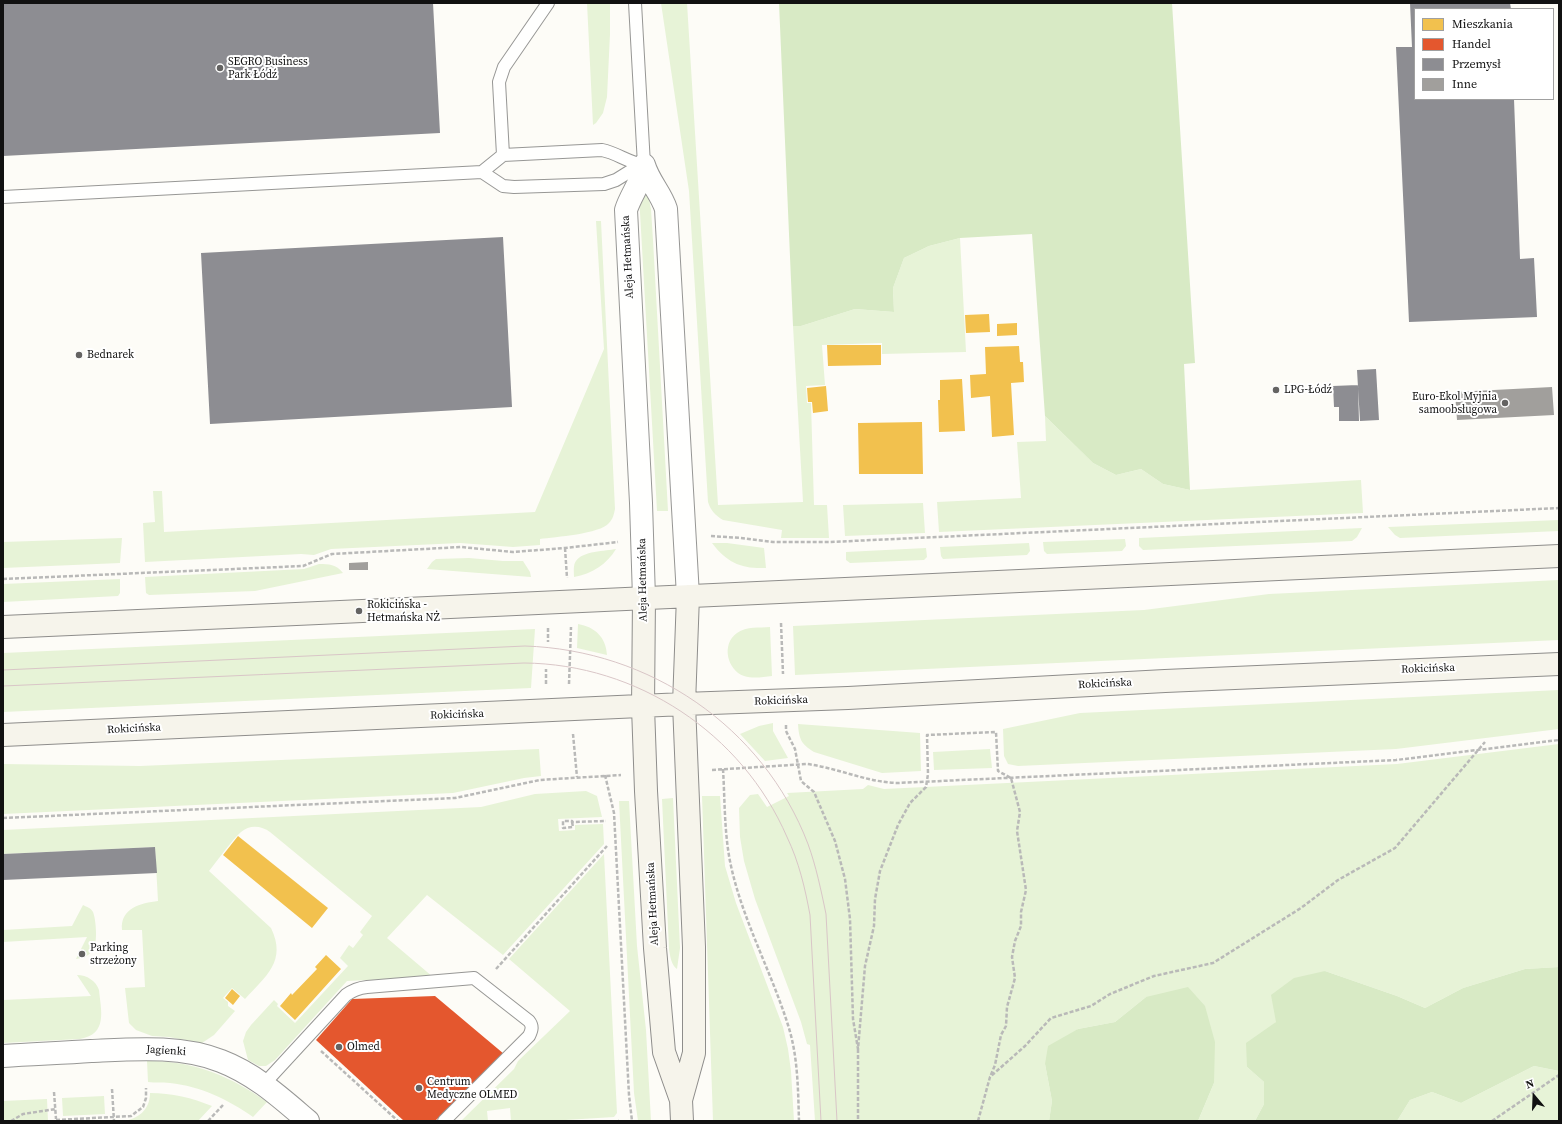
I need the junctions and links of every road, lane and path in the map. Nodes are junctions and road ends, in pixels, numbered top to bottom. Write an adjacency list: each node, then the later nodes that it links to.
1 (548, 3): 3 (lane)
2 (635, 3): 4 (lane)
3 (503, 155): 4 (lane); 5 (lane)
4 (644, 165): 5 (lane); 14 (street, Aleja Hetmańska); 15 (street, Aleja Hetmańska)
5 (482, 172): 6 (lane)
6 (3, 197)
7 (1559, 508): 8 (path)
8 (704, 536)
9 (623, 541): 10 (path)
10 (565, 548): 12 (path); 13 (path)
11 (1559, 556): 14 (main road)
12 (3, 579)
13 (567, 579)
14 (688, 596): 15 (main road); 26 (main road, Aleja Hetmańska)
15 (644, 598): 19 (main road); 27 (main road, Aleja Hetmańska)
16 (781, 624): 23 (path)
17 (571, 625): 24 (path)
18 (548, 626): 20 (path)
19 (3, 627)
20 (548, 642)
21 (1559, 664): 26 (main road, Rokicińska)
22 (546, 669): 25 (path)
23 (784, 679)
24 (568, 688)
25 (545, 690)
26 (684, 704): 27 (main road, Rokicińska); 58 (main road, Aleja Hetmańska)
27 (643, 707): 29 (main road, Rokicińska); 58 (main road, Aleja Hetmańska)
28 (785, 721): 34 (path)
29 (3, 735)
30 (1559, 740): 33 (path)
31 (1485, 742): 33 (path)
32 (574, 745): 39 (path)
33 (1478, 750): 40 (path); 51 (path)
34 (798, 765): 35 (path); 41 (path); 48 (path)
35 (723, 769): 36 (path); 67 (path)
36 (708, 770)
37 (623, 774): 38 (path)
38 (605, 775): 39 (path); 66 (path)
39 (577, 777): 42 (path)
40 (1011, 778): 41 (path); 41 (path); 51 (path)
41 (926, 782): 48 (path)
42 (3, 818)
43 (606, 821): 44 (path)
44 (572, 822): 44 (path)
45 (608, 846): 46 (path)
46 (506, 958)
47 (307, 1038): 52 (lane); 64 (path); 65 (lane)
48 (858, 1049): 68 (path)
49 (3, 1056): 52 (street, Jagienki)
50 (1559, 1075): 70 (path)
51 (990, 1078): 69 (path)
52 (264, 1084): 63 (street, Jagienki)
53 (146, 1088): 59 (path)
54 (112, 1089): 59 (path)
55 (54, 1092): 57 (path)
56 (223, 1105): 62 (path)
57 (56, 1109): 60 (path); 61 (path)
58 (681, 1111)
59 (114, 1119): 60 (path)
60 (56, 1120)
61 (11, 1121)
62 (208, 1121)
63 (308, 1121)
64 (398, 1121)
65 (444, 1121)
66 (632, 1121)
67 (799, 1121)
68 (858, 1121)
69 (978, 1121)
70 (1492, 1121)

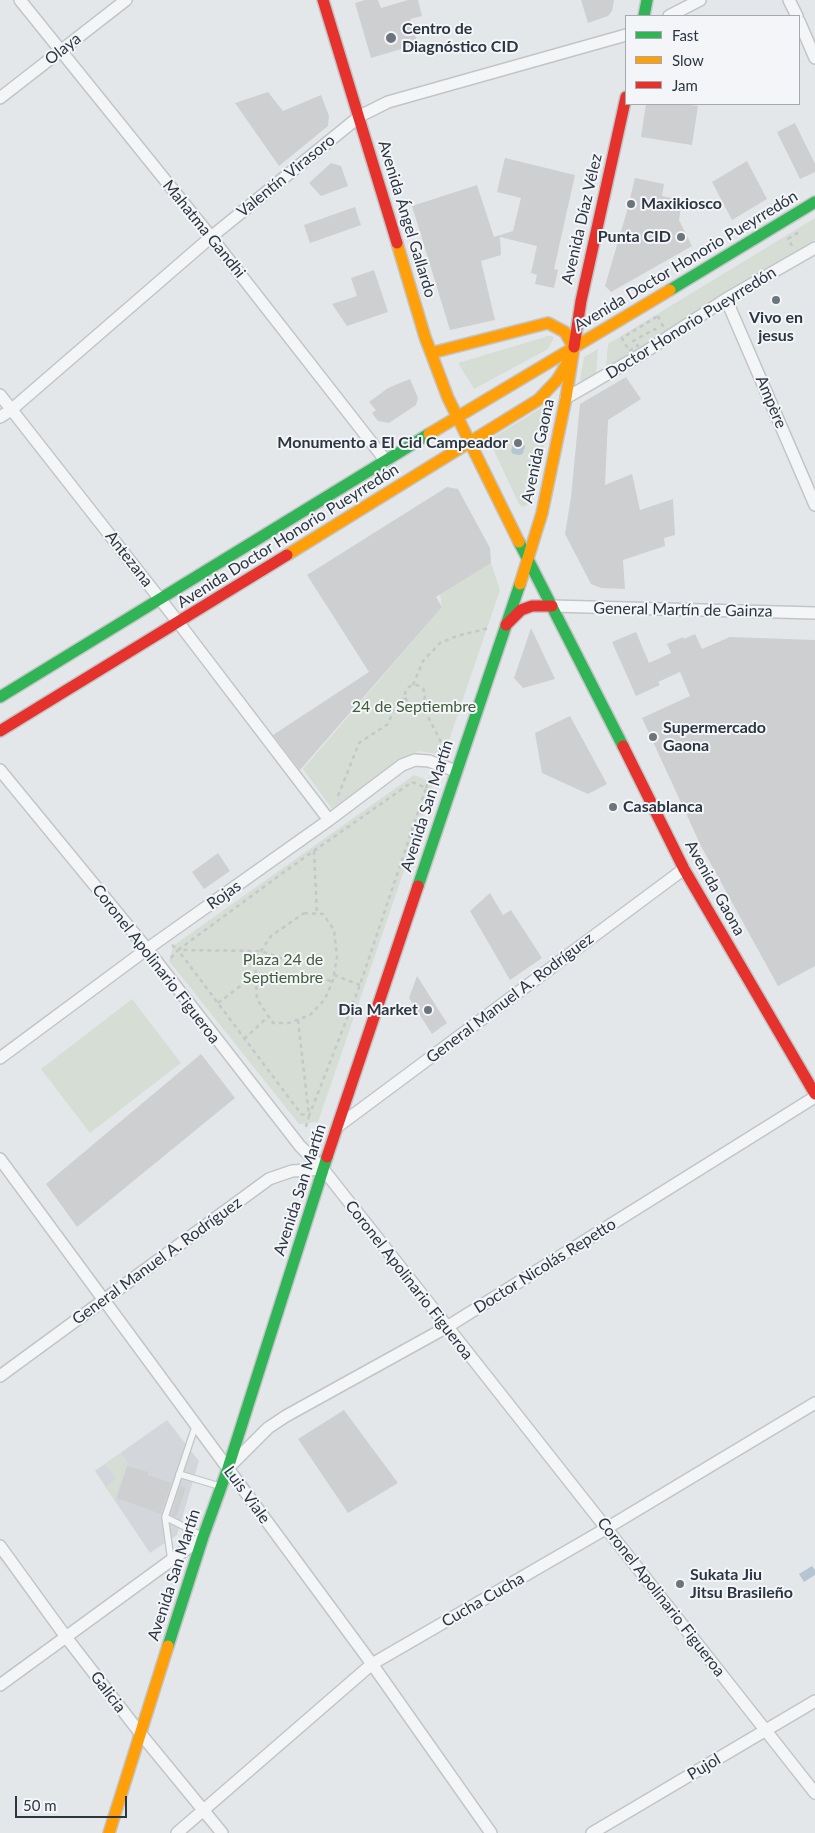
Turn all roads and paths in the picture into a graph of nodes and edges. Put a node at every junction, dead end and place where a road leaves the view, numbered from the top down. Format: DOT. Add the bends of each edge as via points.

= = = =

Print the listing above in full, exactly as written. Omit any pictures.

I need the junctions and links of every road, lane and path in the map. Nodes are junctions and road ends, in pixels, numbered top to bottom. Write an adjacency list: each node, then the later nodes that it links to.
1 (548, 3): 3 (lane)
2 (635, 3): 4 (lane)
3 (503, 155): 4 (lane); 5 (lane)
4 (644, 165): 5 (lane); 14 (street, Aleja Hetmańska); 15 (street, Aleja Hetmańska)
5 (482, 172): 6 (lane)
6 (3, 197)
7 (1559, 508): 8 (path)
8 (704, 536)
9 (623, 541): 10 (path)
10 (565, 548): 12 (path); 13 (path)
11 (1559, 556): 14 (main road)
12 (3, 579)
13 (567, 579)
14 (688, 596): 15 (main road); 26 (main road, Aleja Hetmańska)
15 (644, 598): 19 (main road); 27 (main road, Aleja Hetmańska)
16 (781, 624): 23 (path)
17 (571, 625): 24 (path)
18 (548, 626): 20 (path)
19 (3, 627)
20 (548, 642)
21 (1559, 664): 26 (main road, Rokicińska)
22 (546, 669): 25 (path)
23 (784, 679)
24 (568, 688)
25 (545, 690)
26 (684, 704): 27 (main road, Rokicińska); 58 (main road, Aleja Hetmańska)
27 (643, 707): 29 (main road, Rokicińska); 58 (main road, Aleja Hetmańska)
28 (785, 721): 34 (path)
29 (3, 735)
30 (1559, 740): 33 (path)
31 (1485, 742): 33 (path)
32 (574, 745): 39 (path)
33 (1478, 750): 40 (path); 51 (path)
34 (798, 765): 35 (path); 41 (path); 48 (path)
35 (723, 769): 36 (path); 67 (path)
36 (708, 770)
37 (623, 774): 38 (path)
38 (605, 775): 39 (path); 66 (path)
39 (577, 777): 42 (path)
40 (1011, 778): 41 (path); 41 (path); 51 (path)
41 (926, 782): 48 (path)
42 (3, 818)
43 (606, 821): 44 (path)
44 (572, 822): 44 (path)
45 (608, 846): 46 (path)
46 (506, 958)
47 (307, 1038): 52 (lane); 64 (path); 65 (lane)
48 (858, 1049): 68 (path)
49 (3, 1056): 52 (street, Jagienki)
50 (1559, 1075): 70 (path)
51 (990, 1078): 69 (path)
52 (264, 1084): 63 (street, Jagienki)
53 (146, 1088): 59 (path)
54 (112, 1089): 59 (path)
55 (54, 1092): 57 (path)
56 (223, 1105): 62 (path)
57 (56, 1109): 60 (path); 61 (path)
58 (681, 1111)
59 (114, 1119): 60 (path)
60 (56, 1120)
61 (11, 1121)
62 (208, 1121)
63 (308, 1121)
64 (398, 1121)
65 (444, 1121)
66 (632, 1121)
67 (799, 1121)
68 (858, 1121)
69 (978, 1121)
70 (1492, 1121)

Turn all roads and paths in the picture into a graph of nodes and edges. Put a node at every junction, dead end and place where a road leaves the view, numbered from the top down. Format: DOT. Add the bends of each edge as via points.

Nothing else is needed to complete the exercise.